--- What this task involves ---
Copy out all of the lines below exactly; the pictures do not belong in the copy.

··········

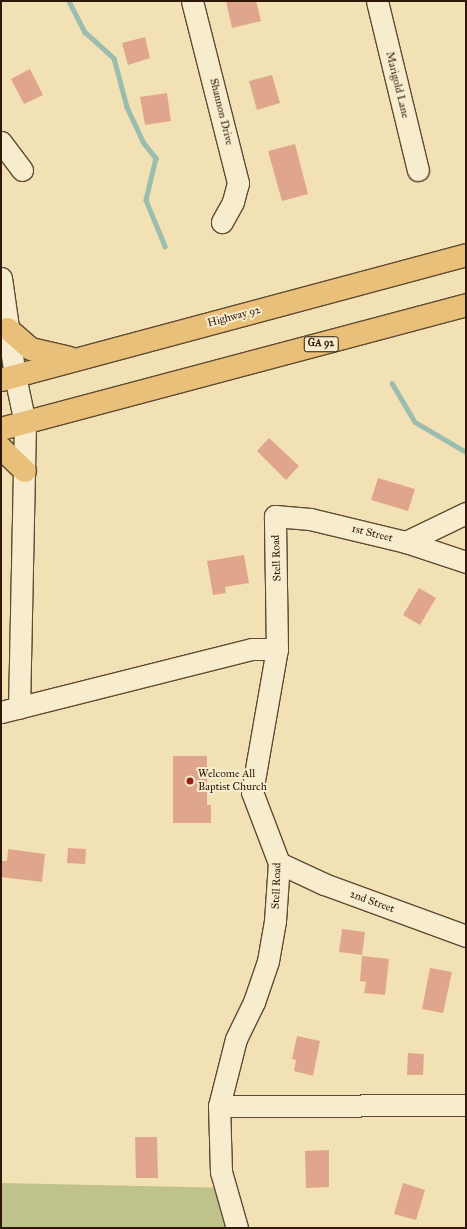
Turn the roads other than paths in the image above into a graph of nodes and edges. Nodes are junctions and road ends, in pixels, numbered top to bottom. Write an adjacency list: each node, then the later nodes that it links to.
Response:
1 (192, 1): 6 (street, Shannon Drive)
2 (377, 1): 5 (street, Marigold Lane)
3 (1, 142): 4 (street)
4 (22, 170)
5 (418, 170)
6 (222, 222)
7 (466, 255): 11 (main road, Highway 92)
8 (1, 278): 10 (street)
9 (466, 305): 13 (main road, GA 92)
10 (8, 329): 11 (main road); 12 (street)
11 (82, 358): 12 (main road, Highway 92)
12 (8, 378): 13 (street)
13 (25, 422): 14 (main road, GA 92); 16 (street)
14 (1, 429)
15 (1, 448): 16 (main road)
16 (25, 471): 22 (street)
17 (466, 513): 19 (street)
18 (275, 516): 19 (street, 1st Street); 21 (street, Stell Road)
19 (406, 542): 20 (street, 1st Street)
20 (466, 562)
21 (277, 649): 22 (street); 23 (street, Stell Road)
22 (10, 710)
23 (280, 863): 24 (street, 2nd Street); 26 (street, Stell Road)
24 (466, 936)
25 (466, 1105): 26 (street)
26 (219, 1106): 27 (street, Stell Road)
27 (237, 1228)

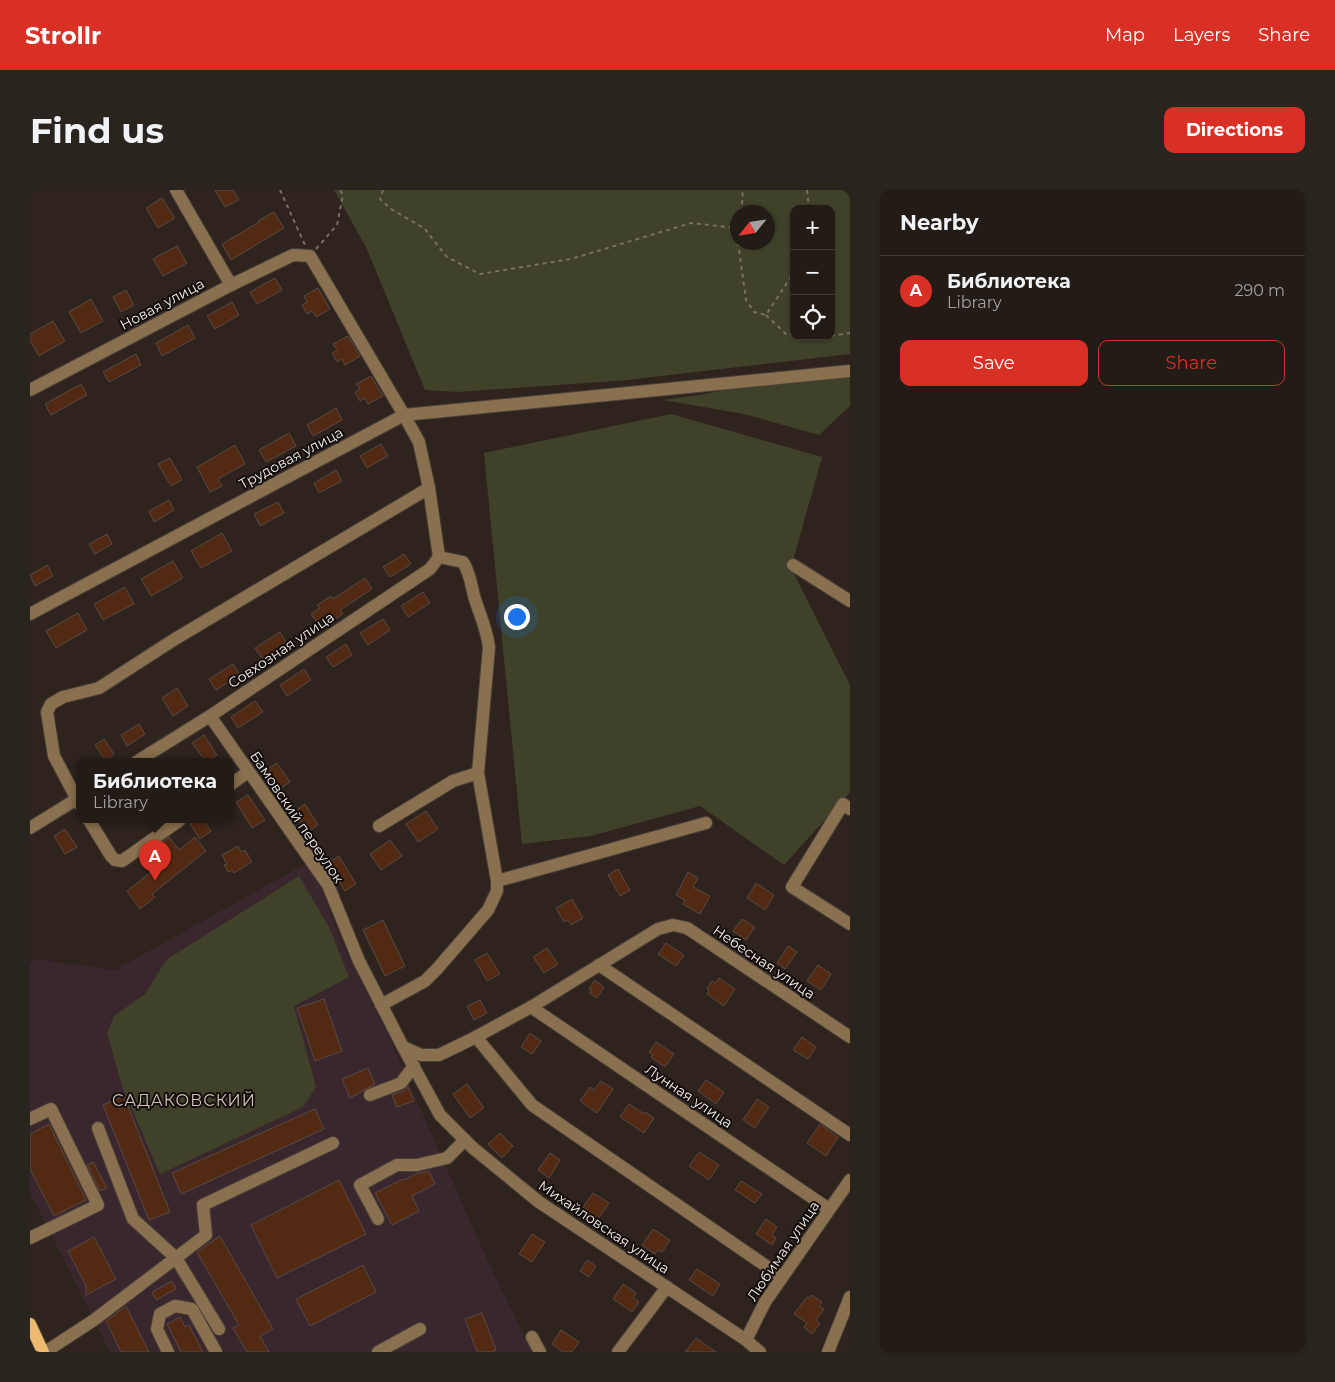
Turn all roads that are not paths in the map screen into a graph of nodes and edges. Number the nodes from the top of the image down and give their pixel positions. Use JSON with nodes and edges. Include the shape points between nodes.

··········

--- Answer below ---
Turn the roads other than paths in the image above into a graph of nodes and edges. Nodes are junctions and road ends, in pixels, numbered top to bottom. Write an adjacency list: each node, then the later nodes that it links to.
Response:
1 (192, 1): 6 (street, Shannon Drive)
2 (377, 1): 5 (street, Marigold Lane)
3 (1, 142): 4 (street)
4 (22, 170)
5 (418, 170)
6 (222, 222)
7 (466, 255): 11 (main road, Highway 92)
8 (1, 278): 10 (street)
9 (466, 305): 13 (main road, GA 92)
10 (8, 329): 11 (main road); 12 (street)
11 (82, 358): 12 (main road, Highway 92)
12 (8, 378): 13 (street)
13 (25, 422): 14 (main road, GA 92); 16 (street)
14 (1, 429)
15 (1, 448): 16 (main road)
16 (25, 471): 22 (street)
17 (466, 513): 19 (street)
18 (275, 516): 19 (street, 1st Street); 21 (street, Stell Road)
19 (406, 542): 20 (street, 1st Street)
20 (466, 562)
21 (277, 649): 22 (street); 23 (street, Stell Road)
22 (10, 710)
23 (280, 863): 24 (street, 2nd Street); 26 (street, Stell Road)
24 (466, 936)
25 (466, 1105): 26 (street)
26 (219, 1106): 27 (street, Stell Road)
27 (237, 1228)

Turn all roads that are not paths in the map screen into a graph of nodes and edges. Number the nodes from the top of the image down and give their pixel positions. Use JSON with nodes and edges. Include the shape points between nodes.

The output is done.